研究グループは、バラの花びらの特性に着目しました。この花びらは水分を適度に保持しながら余分な水をはじく特性を持ち、これを模倣した新しいセンサーの開発へとつながります。さらに、12%の面積拡大によって、イオン感度も向上しました。
バイオ模倣非接触汗センサーの特長
新開発のセンサーには、いくつかのメリットがあります。まず、2 mmの距離からでも有能な測定が行える点です。これにより、装着時の快適さが向上し、皮膚刺激のリスクが大幅に低減されます。特に、外部からの影響を受けやすい汗のデータを、安定した状態で簡単に取得可能にしています。
また、研究によりこのセンサーが最大で3倍の水分保持力を持ち、約2倍の自己洗浄機能を実現していることも確認されました。汗が付着しても、一定の運動を行った際に自己洗浄が行われ、清潔さを保つことができます。これらの特性は医療からスポーツ、さらには外骨格を用いたヒューマンマシンインタフェースにおける応用可能性を大きく広げています。
実証実験と今後の展望
実際に、このセンサーを使用した実証実験が行われ、運動中においても安定した測定が行えることが証明されました。この研究は、2025年8月に発行される「Cyborg and Bionic Systems」でも紹介される予定です。

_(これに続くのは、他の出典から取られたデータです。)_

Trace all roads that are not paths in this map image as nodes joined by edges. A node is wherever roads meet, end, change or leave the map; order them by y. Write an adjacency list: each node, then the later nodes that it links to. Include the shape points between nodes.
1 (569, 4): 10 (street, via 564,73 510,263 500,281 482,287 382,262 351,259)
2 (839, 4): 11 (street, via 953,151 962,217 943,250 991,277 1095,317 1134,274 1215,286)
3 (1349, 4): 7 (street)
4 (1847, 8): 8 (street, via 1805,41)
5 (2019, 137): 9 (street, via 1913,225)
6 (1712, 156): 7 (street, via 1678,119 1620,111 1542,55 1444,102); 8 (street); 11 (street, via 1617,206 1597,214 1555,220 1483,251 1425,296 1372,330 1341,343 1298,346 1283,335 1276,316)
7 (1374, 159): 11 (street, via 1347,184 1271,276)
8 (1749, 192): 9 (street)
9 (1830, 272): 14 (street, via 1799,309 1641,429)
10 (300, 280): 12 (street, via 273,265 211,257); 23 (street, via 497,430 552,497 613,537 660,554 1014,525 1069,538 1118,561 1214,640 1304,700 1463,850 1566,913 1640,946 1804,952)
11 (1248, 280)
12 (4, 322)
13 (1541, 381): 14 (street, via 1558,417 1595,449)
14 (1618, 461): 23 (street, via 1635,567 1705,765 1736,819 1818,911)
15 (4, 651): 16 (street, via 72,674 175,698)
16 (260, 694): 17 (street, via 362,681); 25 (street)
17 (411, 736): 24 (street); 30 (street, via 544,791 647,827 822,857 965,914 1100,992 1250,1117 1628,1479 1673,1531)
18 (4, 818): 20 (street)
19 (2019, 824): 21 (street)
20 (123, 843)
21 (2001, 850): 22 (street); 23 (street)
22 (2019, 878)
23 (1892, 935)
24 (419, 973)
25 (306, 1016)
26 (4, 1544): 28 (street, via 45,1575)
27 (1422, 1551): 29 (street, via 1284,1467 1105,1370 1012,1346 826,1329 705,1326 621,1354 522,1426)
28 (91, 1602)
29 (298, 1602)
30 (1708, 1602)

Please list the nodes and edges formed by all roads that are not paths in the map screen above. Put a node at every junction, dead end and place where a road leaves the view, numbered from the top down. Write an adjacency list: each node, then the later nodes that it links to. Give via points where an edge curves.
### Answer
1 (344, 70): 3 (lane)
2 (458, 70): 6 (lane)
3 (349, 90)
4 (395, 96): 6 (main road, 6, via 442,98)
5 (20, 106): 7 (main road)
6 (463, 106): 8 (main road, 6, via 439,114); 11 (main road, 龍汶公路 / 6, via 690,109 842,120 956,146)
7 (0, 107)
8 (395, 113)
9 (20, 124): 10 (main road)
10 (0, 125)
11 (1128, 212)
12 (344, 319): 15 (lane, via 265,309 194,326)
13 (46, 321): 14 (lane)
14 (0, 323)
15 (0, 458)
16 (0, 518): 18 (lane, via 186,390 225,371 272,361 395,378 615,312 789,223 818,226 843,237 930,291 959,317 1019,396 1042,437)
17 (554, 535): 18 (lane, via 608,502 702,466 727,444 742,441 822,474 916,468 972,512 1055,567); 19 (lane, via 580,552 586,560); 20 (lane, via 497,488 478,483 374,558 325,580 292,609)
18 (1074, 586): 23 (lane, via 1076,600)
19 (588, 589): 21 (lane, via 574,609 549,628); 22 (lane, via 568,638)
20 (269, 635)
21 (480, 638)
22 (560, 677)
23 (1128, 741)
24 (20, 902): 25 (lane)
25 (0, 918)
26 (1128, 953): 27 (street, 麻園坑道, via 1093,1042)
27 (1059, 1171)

今後の展望として、AI技術を駆使した脱水予測アルゴリズムの開発も視野に入れています。特に高齢者や皮膚疾患のある患者向けに、長期利用ができる利用シーンを考えているとのことです。さらに、義手や外骨格にこのセンサー技術を組み込み、より安全で快適なヒューマンマシンインタフェースを確立することを目指しています。
まとめ
バイオ模倣非接触汗センサーの登場は、これからの健康管理やスポーツ科学に革命をもたらす可能性を秘めています。自然界のデザインを参考にした新技術が、私たちの生活をより良くするための道筋を示しています。今後の動向に注目が集まります。